What is being asked
Go through the data and copy each line where the word "Restoran" shows up.

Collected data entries
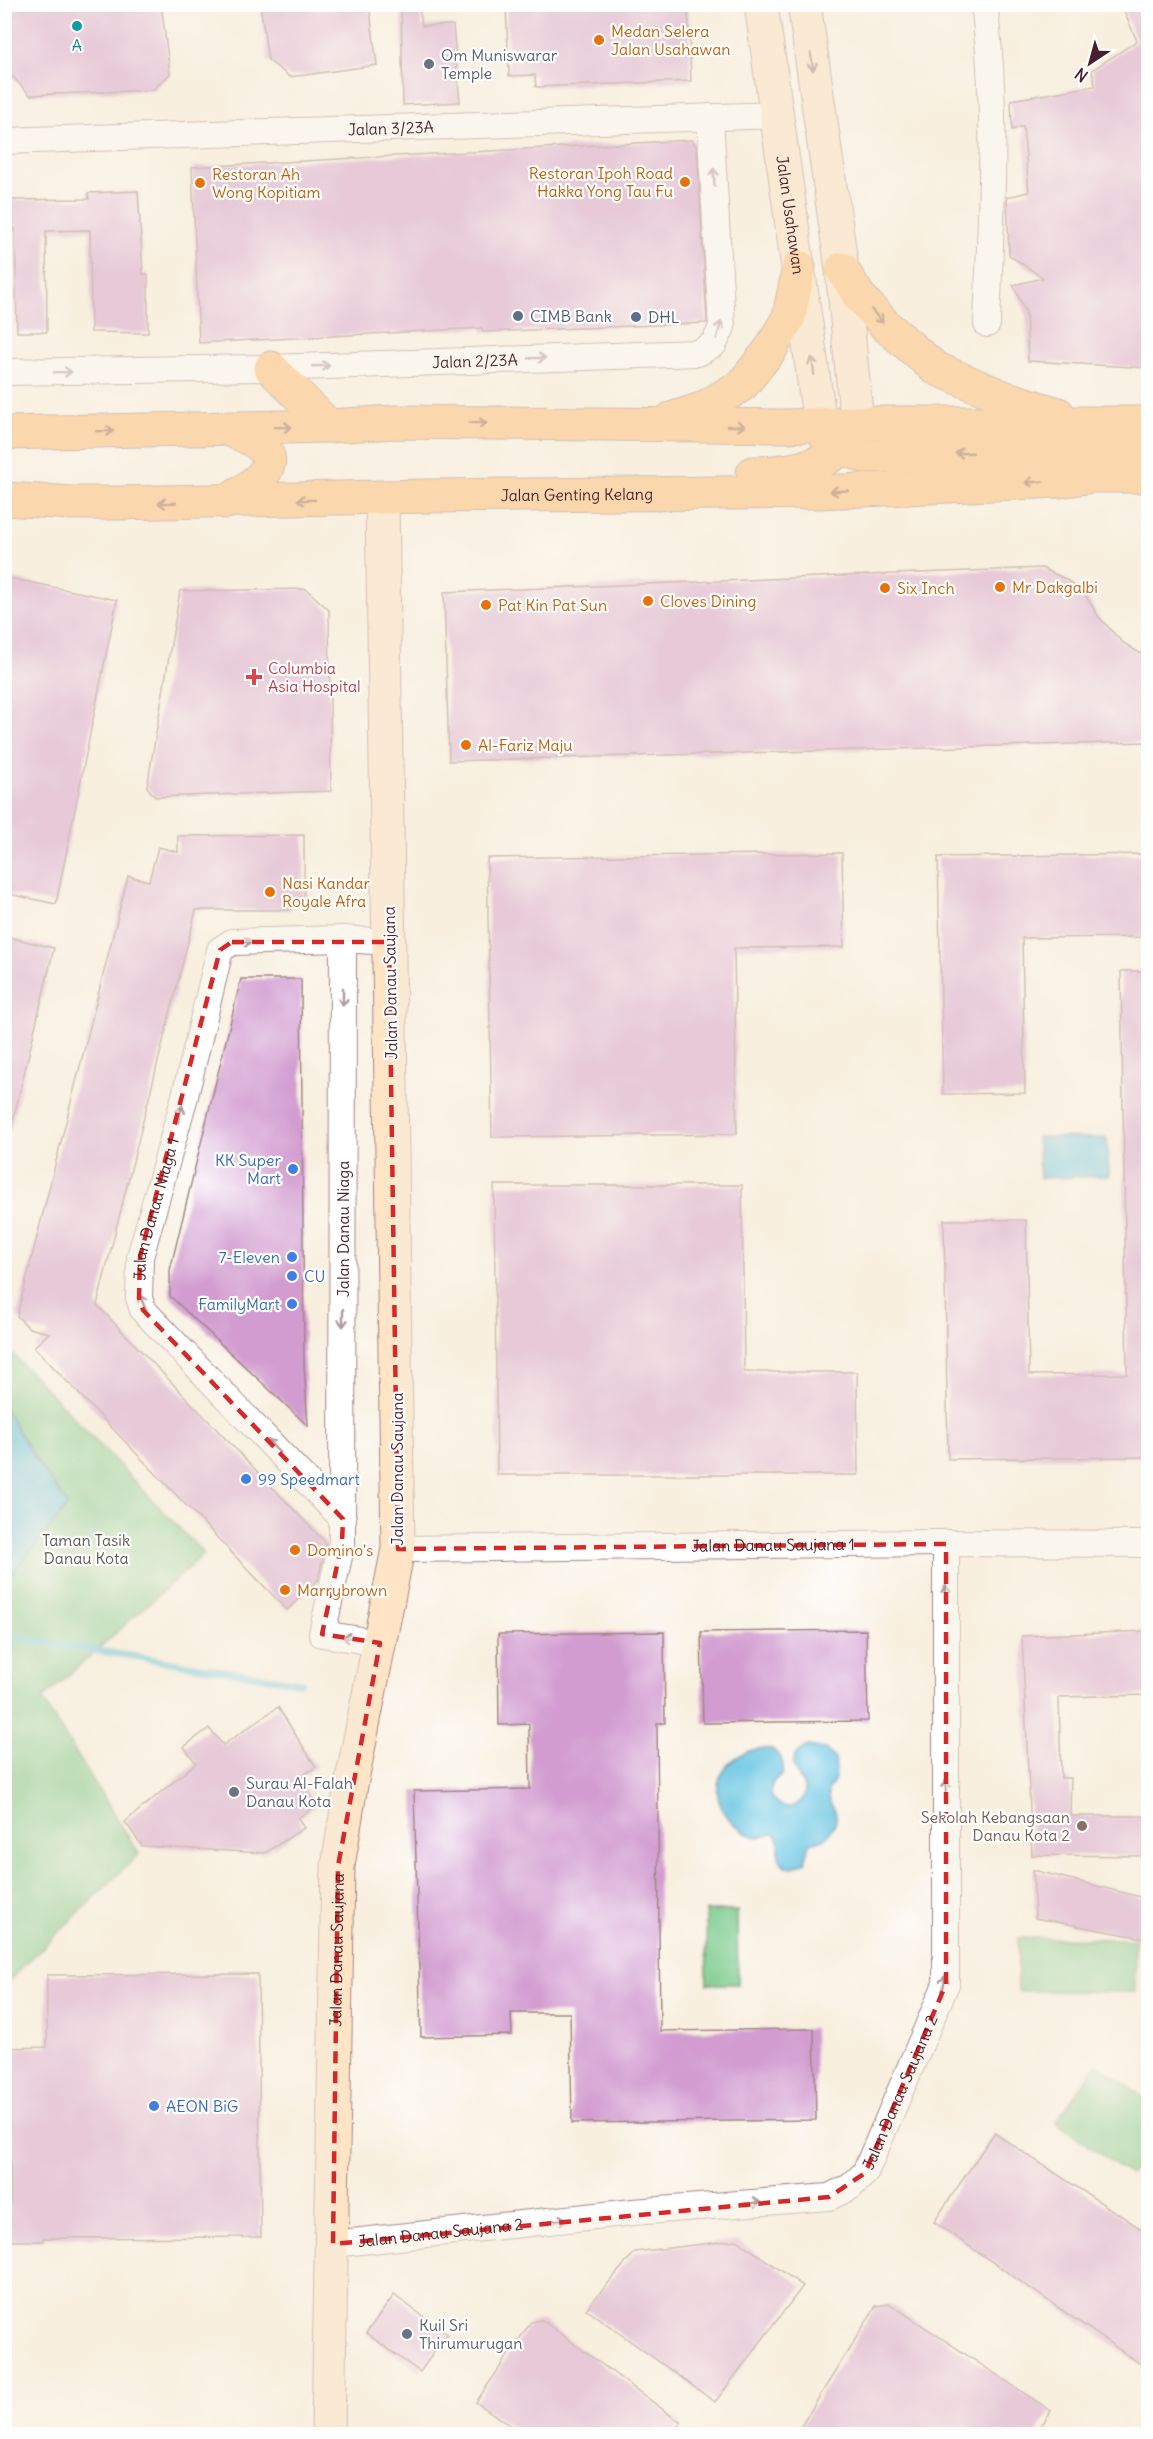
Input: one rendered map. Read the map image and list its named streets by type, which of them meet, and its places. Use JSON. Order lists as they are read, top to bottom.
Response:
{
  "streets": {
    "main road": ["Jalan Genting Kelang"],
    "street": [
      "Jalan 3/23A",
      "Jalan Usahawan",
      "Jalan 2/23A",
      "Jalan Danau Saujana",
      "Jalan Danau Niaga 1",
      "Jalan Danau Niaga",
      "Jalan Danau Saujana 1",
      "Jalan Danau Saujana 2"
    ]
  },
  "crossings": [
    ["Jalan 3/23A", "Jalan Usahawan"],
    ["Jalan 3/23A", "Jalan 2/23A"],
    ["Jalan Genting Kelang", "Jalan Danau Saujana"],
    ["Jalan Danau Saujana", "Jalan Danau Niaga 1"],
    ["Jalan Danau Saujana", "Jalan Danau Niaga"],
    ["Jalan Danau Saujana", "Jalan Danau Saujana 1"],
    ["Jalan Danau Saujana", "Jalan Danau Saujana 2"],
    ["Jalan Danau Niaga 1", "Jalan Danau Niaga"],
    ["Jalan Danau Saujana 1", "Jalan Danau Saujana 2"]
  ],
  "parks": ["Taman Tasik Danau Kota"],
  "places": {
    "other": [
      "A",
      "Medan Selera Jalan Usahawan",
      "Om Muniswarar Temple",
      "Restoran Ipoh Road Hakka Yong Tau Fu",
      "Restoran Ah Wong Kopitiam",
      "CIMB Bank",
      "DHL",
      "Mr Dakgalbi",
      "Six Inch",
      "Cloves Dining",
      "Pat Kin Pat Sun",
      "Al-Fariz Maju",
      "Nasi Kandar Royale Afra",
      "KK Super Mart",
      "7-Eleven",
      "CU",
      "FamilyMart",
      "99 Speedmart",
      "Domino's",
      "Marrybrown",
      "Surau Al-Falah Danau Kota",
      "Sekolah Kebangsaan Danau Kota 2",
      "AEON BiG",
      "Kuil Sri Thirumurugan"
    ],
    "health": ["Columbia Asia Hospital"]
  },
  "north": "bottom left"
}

Solution to this task
      "Restoran Ipoh Road Hakka Yong Tau Fu",
      "Restoran Ah Wong Kopitiam",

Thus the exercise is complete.